En korktuğum sorulardan bir tanesi ne biliyor musunuz? Bir berbere gittiğinizde ya da bir taksiye bindiğinizde ortamı ısıtmak için sorulan ilk soru: “Abi ne işle iştigal ediyoruz?” Bu soruyla karşılaşınca içimden “abesle iştigal ediyoruz” demek geçiyor ama öyle demiyorum. Şimdilerde “YouTuber”ım demek istiyorum ama anlaşılır mı bilemiyorum.

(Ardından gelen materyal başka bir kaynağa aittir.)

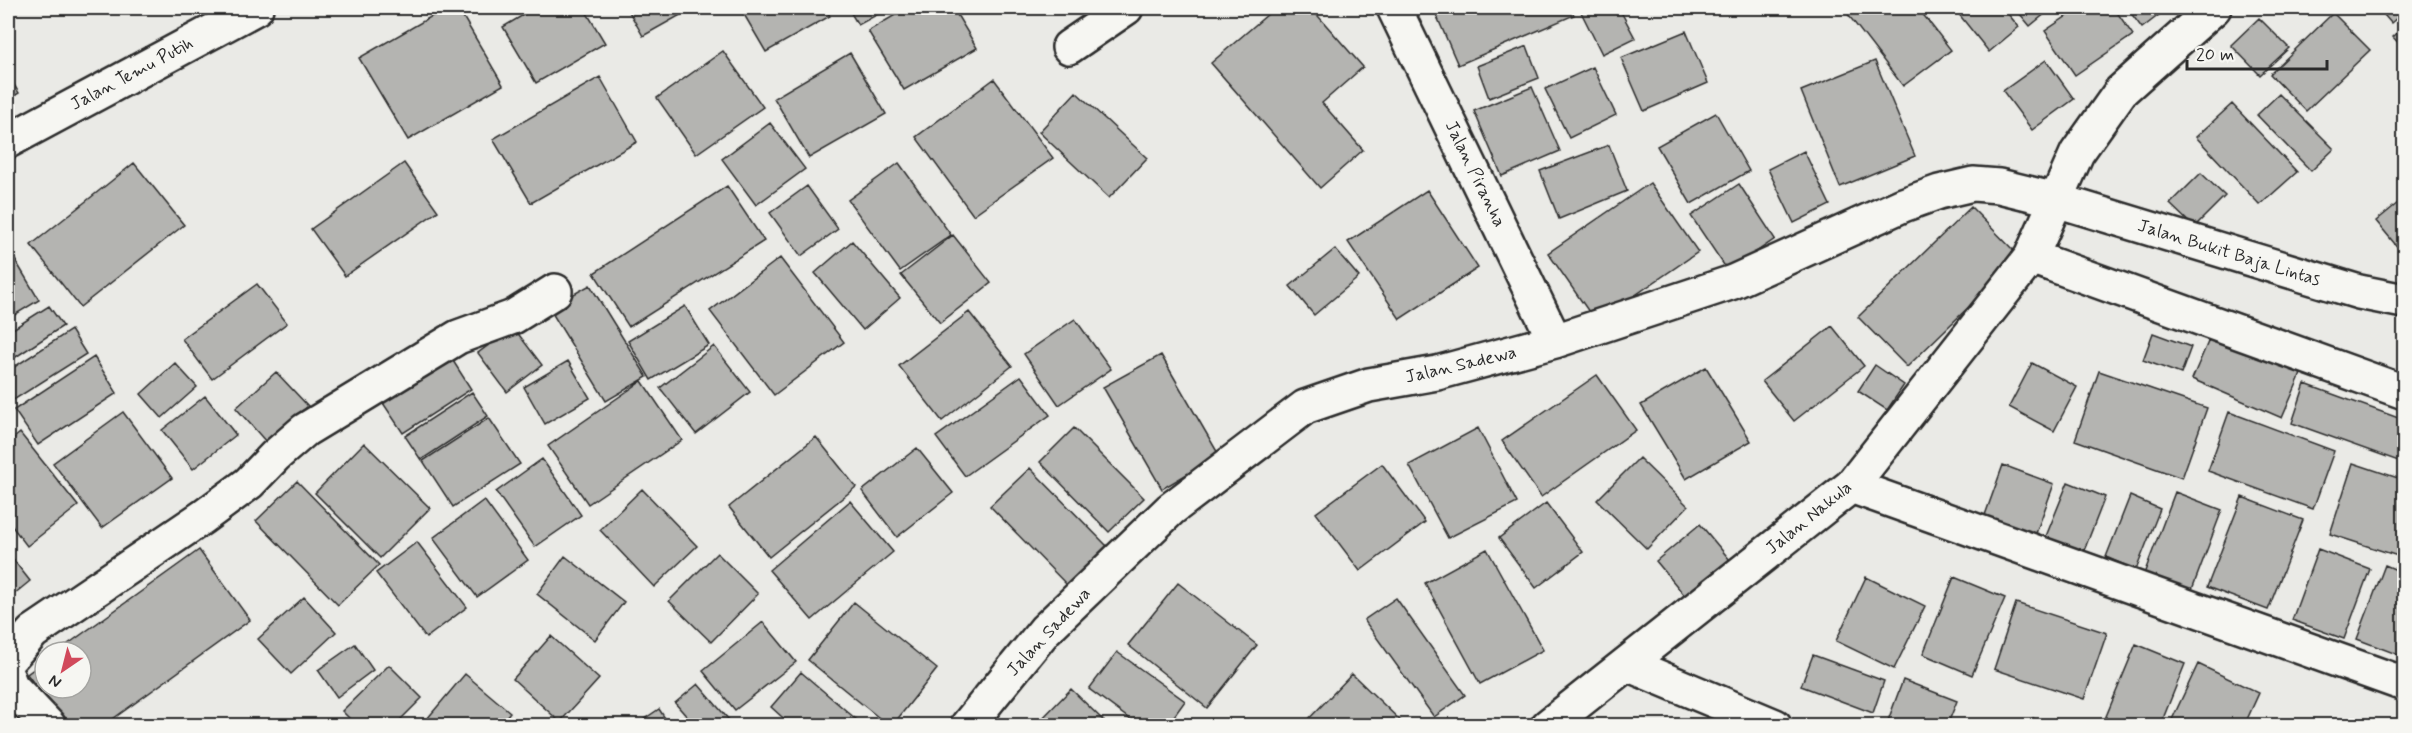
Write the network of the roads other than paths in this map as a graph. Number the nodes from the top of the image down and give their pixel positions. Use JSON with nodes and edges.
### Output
{"nodes":[{"id":1,"x":256,"y":8,"type":"edge"},
{"id":2,"x":1126,"y":8,"type":"edge"},
{"id":3,"x":1394,"y":8,"type":"edge"},
{"id":4,"x":2214,"y":8,"type":"edge"},
{"id":5,"x":1069,"y":47,"type":"dead end"},
{"id":6,"x":8,"y":141,"type":"edge"},
{"id":7,"x":2056,"y":200,"type":"junction"},
{"id":8,"x":2031,"y":257,"type":"junction"},
{"id":9,"x":555,"y":291,"type":"dead end"},
{"id":10,"x":2404,"y":301,"type":"edge"},
{"id":11,"x":1555,"y":341,"type":"junction"},
{"id":12,"x":2404,"y":392,"type":"edge"},
{"id":13,"x":1851,"y":486,"type":"junction"},
{"id":14,"x":8,"y":660,"type":"edge"},
{"id":15,"x":1627,"y":664,"type":"junction"},
{"id":16,"x":8,"y":678,"type":"edge"},
{"id":17,"x":2404,"y":684,"type":"edge"},
{"id":18,"x":49,"y":726,"type":"edge"},
{"id":19,"x":967,"y":726,"type":"edge"},
{"id":20,"x":1548,"y":726,"type":"edge"},
{"id":21,"x":1775,"y":726,"type":"edge"}],
"edges":[{"from":1,"to":6,"type":"street","name":"Jalan Temu Putih"},
{"from":2,"to":5,"type":"street"},
{"from":3,"to":11,"type":"street","name":"Jalan Piranha"},
{"from":4,"to":7,"type":"street","name":"Jalan Nakula"},
{"from":7,"to":8,"type":"street","name":"Jalan Nakula"},
{"from":7,"to":10,"type":"street","name":"Jalan Bukit Baja Lintas"},
{"from":7,"to":11,"type":"street","name":"Jalan Sadewa"},
{"from":8,"to":12,"type":"street"},
{"from":8,"to":13,"type":"street","name":"Jalan Nakula"},
{"from":9,"to":14,"type":"street"},
{"from":11,"to":19,"type":"street","name":"Jalan Sadewa"},
{"from":13,"to":15,"type":"street","name":"Jalan Nakula"},
{"from":13,"to":17,"type":"street"},
{"from":15,"to":20,"type":"street","name":"Jalan Nakula"},
{"from":15,"to":21,"type":"street"},
{"from":16,"to":18,"type":"street"}]}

O yüzden 3 yıl önce uğraştığım işi söyleyesim geliyor: “multidisipliner dijital bir medya ajansının kurucusu ve kreatif direktörüyüm” de diyemiyorum. 5 yıl önce uğraştığım iş zaten hiç bir şey ifade etmeyecek: “kreatif profesyonellere yönelik tasarım yazılımları üreten bir şirkette teknoloji evangelisti.” O yüzden 10 yıl önce kullandığım stratejiye dönesim geliyor. O zamanlar uğraştığım işlerin hepsinin de ortak paydası bilgisayar olduğu için “bilgisayarcıyım” diye kestirip atıyordum. Tabi bu sefer de ikinci soruya hazırlıklı olmanız gerekiyor: “abi bizim yeğen geçen bir CD taktı bilgisayara virüs mü ne bulaşmış, şimdi açınca bir sürü pencereler doluyor ekrana rezil oluyoruz konu komşuya, nasıl yaparız?” Tabi yeğen bulaştırmıştır kesin! Neyse ben o bildiğin bilgisayarcılardan değilim demek için uğraş dur bu sefer. Ben tüm bu “mesleğimi tanımlama” çabaları içerisinde boğulmamak için çırpınırken karşımdaki kişi bana bir can simidi olur belki düşüncesiyle “abi sen nereden mezunsun onu söyle hele” diye sorunca dananın kuyruğu orada kopuyor ve beni belirsizlikler okyanusunun ortasına bırakıyor: “Hukuk Fakültesi’nden mezunum.” Karşımdakinin donuk bakışlarına dayanamayıp ekliyorum: “20 sene önce YouTube Fakültesi yoktu.”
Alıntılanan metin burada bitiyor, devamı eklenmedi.